La chair sauvée

18 août 2024 – 20e dimanche du T.O., année B
Pr 9, 1-6 ; Ps 33 (34) ; Ep 5, 15-20 ; Jn 6, 51-58
Homélie du frère Jean-Marc Gayraud



La rencontre de Dieu et de l’homme s’opère dans une condition humaine qui est charnelle. « Celui qui mange ma chair et boit mon sang a la vie éternelle », nous dit le Christ qui a pris notre chair pour que notre chair devienne la sienne, sa chair et son sang. Celui que nous assimilons nous assimile à Lui. Nous demeurons dans le Fils comme le Fils demeure dans le Père et cette inhabitation vient se loger à même la chair de l’homme.

Qu’entendons-nous donc ici par « la chair » ? Non pas une partie du composé humain, encore moins ce qui se réduirait à n’être que du sensuel ou du sexuel. L’homme charnel, selon la perspective biblique, c’est l’homme tout entier, mais qualifié dans son humanité la plus concrète, la plus terrestre. Une humanité qui est particulièrement fragile, qui va vers la mort, qui peut être désespérément livrée à elle-même. Pour autant, une telle humanité est faite pour s’ouvrir à la vie de Dieu, elle appelle d’elle-même cette vie de Dieu. La chair est capacité de Dieu, précisément parce qu’elle ne peut pas se suffire à elle-même. Parce qu’il est charnel, l’homme est fait pour plus que lui-même. La faiblesse de la chair appelle la force de Dieu, sa misère la vie de la grâce, sa condition mortelle la vie éternelle. En paraphrasant Péguy, nous pourrions dire ceci : ou le spirituel est charnel en nous ou il n’est pas, ou le charnel trouve dans le spirituel son accomplissement proprement charnel ou il se perd, se dévoie et court tout droit à la mort.

Le Christ a sanctifié la chair. Il a sanctifié cette condition humaine précaire, passagère, confinée dans son étroitesse et ses limites, blessée par le péché. C’est cette chair-là qui est devenue le réceptacle de la vie éternelle. Le Verbe s’est fait chair et la chair s’est faite Verbe ; le Verbe s’imprime dans la chair et la chair exprime le Verbe. C’est dans la chair que Dieu nous communique le Christ et c’est par la chair qu’il se communique au monde. L’Eucharistie, ce n’est rien moins que cela.

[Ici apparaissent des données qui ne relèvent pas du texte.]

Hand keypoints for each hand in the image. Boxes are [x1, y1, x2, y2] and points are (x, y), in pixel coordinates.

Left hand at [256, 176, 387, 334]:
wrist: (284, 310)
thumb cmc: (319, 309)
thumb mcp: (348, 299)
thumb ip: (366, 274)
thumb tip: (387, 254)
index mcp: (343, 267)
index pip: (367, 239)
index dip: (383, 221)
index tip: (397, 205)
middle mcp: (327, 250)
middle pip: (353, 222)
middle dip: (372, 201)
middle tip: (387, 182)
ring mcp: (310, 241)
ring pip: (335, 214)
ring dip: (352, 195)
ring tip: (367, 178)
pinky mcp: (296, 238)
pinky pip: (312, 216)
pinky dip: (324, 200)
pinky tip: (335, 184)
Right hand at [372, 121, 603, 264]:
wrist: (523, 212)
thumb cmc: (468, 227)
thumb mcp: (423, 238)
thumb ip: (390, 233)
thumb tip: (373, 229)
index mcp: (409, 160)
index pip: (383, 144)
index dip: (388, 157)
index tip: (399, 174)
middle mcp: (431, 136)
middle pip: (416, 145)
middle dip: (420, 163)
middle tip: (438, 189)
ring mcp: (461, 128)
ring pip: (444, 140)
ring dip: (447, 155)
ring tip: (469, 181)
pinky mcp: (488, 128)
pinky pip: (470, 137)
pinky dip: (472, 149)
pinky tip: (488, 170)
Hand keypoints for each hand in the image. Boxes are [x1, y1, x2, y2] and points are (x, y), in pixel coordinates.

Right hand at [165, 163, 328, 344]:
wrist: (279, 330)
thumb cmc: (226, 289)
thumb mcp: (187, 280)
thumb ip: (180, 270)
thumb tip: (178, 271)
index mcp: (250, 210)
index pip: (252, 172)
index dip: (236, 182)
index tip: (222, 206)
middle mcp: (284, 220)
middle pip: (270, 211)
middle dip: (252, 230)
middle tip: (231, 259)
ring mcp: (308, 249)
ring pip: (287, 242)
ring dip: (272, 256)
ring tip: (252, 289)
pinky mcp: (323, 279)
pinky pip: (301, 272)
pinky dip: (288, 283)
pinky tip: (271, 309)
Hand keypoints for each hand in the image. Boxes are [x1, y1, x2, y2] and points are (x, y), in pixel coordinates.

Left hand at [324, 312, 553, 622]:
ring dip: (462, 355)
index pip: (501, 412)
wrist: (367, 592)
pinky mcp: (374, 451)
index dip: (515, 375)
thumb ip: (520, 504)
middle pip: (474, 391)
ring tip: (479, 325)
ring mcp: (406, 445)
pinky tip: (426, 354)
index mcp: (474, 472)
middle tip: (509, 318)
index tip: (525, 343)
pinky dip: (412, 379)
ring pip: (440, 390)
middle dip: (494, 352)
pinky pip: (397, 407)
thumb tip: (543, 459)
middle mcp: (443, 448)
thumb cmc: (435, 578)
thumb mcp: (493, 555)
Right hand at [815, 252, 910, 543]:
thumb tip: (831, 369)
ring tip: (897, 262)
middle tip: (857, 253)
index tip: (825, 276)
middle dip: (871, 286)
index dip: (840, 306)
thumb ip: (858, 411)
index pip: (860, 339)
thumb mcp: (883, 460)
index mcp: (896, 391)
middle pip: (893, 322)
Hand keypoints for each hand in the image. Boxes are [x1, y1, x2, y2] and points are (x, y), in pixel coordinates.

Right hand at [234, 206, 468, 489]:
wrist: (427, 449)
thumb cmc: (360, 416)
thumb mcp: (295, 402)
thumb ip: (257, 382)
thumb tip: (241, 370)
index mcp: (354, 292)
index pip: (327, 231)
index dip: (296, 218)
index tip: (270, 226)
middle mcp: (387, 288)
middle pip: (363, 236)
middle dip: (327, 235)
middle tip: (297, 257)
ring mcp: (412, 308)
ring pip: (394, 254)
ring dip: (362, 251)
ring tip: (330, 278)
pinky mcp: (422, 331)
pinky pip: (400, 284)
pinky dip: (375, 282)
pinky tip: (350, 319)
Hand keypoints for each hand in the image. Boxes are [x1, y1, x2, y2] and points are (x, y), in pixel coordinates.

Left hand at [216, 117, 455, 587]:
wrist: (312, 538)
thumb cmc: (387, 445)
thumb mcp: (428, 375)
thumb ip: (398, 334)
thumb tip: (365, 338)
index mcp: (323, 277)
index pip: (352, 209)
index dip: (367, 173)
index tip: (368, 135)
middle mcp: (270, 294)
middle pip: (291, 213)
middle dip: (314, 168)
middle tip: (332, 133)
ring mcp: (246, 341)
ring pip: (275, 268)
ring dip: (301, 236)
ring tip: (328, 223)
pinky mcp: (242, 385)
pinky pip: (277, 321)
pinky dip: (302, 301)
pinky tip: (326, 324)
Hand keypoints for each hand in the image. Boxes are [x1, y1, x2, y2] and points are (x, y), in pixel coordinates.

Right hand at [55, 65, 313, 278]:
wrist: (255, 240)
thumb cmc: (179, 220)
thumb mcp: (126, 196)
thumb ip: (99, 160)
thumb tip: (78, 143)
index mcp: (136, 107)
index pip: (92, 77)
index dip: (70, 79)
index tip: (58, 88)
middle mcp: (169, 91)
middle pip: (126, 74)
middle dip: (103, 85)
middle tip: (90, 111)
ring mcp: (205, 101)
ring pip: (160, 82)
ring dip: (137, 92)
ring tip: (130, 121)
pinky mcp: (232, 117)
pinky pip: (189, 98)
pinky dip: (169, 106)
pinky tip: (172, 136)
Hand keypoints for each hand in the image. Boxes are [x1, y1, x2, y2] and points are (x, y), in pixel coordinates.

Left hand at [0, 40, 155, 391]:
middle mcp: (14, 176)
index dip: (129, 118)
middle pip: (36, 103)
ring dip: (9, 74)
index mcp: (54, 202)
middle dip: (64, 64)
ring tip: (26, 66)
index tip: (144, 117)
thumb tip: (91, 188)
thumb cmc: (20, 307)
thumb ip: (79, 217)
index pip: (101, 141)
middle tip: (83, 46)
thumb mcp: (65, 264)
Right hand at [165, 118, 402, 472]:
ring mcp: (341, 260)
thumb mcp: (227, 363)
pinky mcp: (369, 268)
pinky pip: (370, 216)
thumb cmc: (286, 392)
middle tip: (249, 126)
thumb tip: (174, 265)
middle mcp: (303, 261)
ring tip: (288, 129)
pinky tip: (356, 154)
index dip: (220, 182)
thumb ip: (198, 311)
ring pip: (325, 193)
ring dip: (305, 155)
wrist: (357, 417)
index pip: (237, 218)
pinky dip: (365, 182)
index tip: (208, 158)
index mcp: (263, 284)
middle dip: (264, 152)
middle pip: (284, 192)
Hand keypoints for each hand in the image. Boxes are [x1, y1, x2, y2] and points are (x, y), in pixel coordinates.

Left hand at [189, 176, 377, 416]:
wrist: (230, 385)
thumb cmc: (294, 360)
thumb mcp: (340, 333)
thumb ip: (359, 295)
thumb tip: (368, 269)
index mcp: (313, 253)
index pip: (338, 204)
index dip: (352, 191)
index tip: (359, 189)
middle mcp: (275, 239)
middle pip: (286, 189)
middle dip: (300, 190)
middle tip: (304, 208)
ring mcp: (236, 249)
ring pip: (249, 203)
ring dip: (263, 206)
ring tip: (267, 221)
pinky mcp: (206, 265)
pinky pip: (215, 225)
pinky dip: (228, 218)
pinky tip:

Mais si c’est bien cela, l’Eucharistie nous engage à faire passer le Christ dans notre vie réelle, notre vie de chair et de sang.

Manquer à la chair, c’est tout simplement manquer à la vie de Dieu en nous. Nous frémissons à l’idée que nous pourrions sérieusement nous tromper là-dessus. Et en deux directions opposées bien connues : l’angélisme ou l’abêtissement. Tous les péchés sont des péchés contre la chair en ce sens qu’ils font obstacle à cette venue de Dieu en nous et cette venue se produit toujours dans la chair. Je vous propose trois remarques pour cheminer sur ce sujet :

Aimer la chair. Entendez par là cette condition humaine concrète. Nous aimer les uns les autres dans la beauté et la pesanteur de cette chair, avec ses émotions, ses passions, sa multiplicité des caractères, ce qui plait comme ce qu’il faut supporter. Aimer la chair, oui, mais à une juste distance ou une juste proximité, pour que la chair ne fasse point obstacle au Verbe mais Lui offre au contraire l’espace requis où il pourra prendre chair.

Eprouver la chair. Ne soyons pas dupes du jeu ambigu et trouble que la chair peut toujours jouer. Car la chair est facilement mensongère, ce qu’elle montre et ce qu’elle est ne coïncident pas toujours, loin s’en faut, que ce soit dans sa version angélique ou sa version abêtissement. Il est bon à ce propos de confronter son comportement à la sagesse d’un autre. La chair a un tel art de s’aveugler sur-elle-même que c’est presque une nécessité.

Être humble dans la chair. La chair est faible et personne n’a jamais été sans faillir à son égard. Rien n’est plus préjudiciable à la chair que la présomption, la vanité, l’orgueil. Une vie de prière et de charité est le chemin le plus assuré pour que la sublime vocation de la chair puisse s’accomplir : être demeure de Dieu pour l’éternité. Car c’est bien cette chair d’humanité, c’est bien notre humanité réelle qui est appelée à passer dans la vie éternelle. Et le Credo que nous allons confesser maintenant l’affirme avec force : « je crois à la résurrection de la chair ».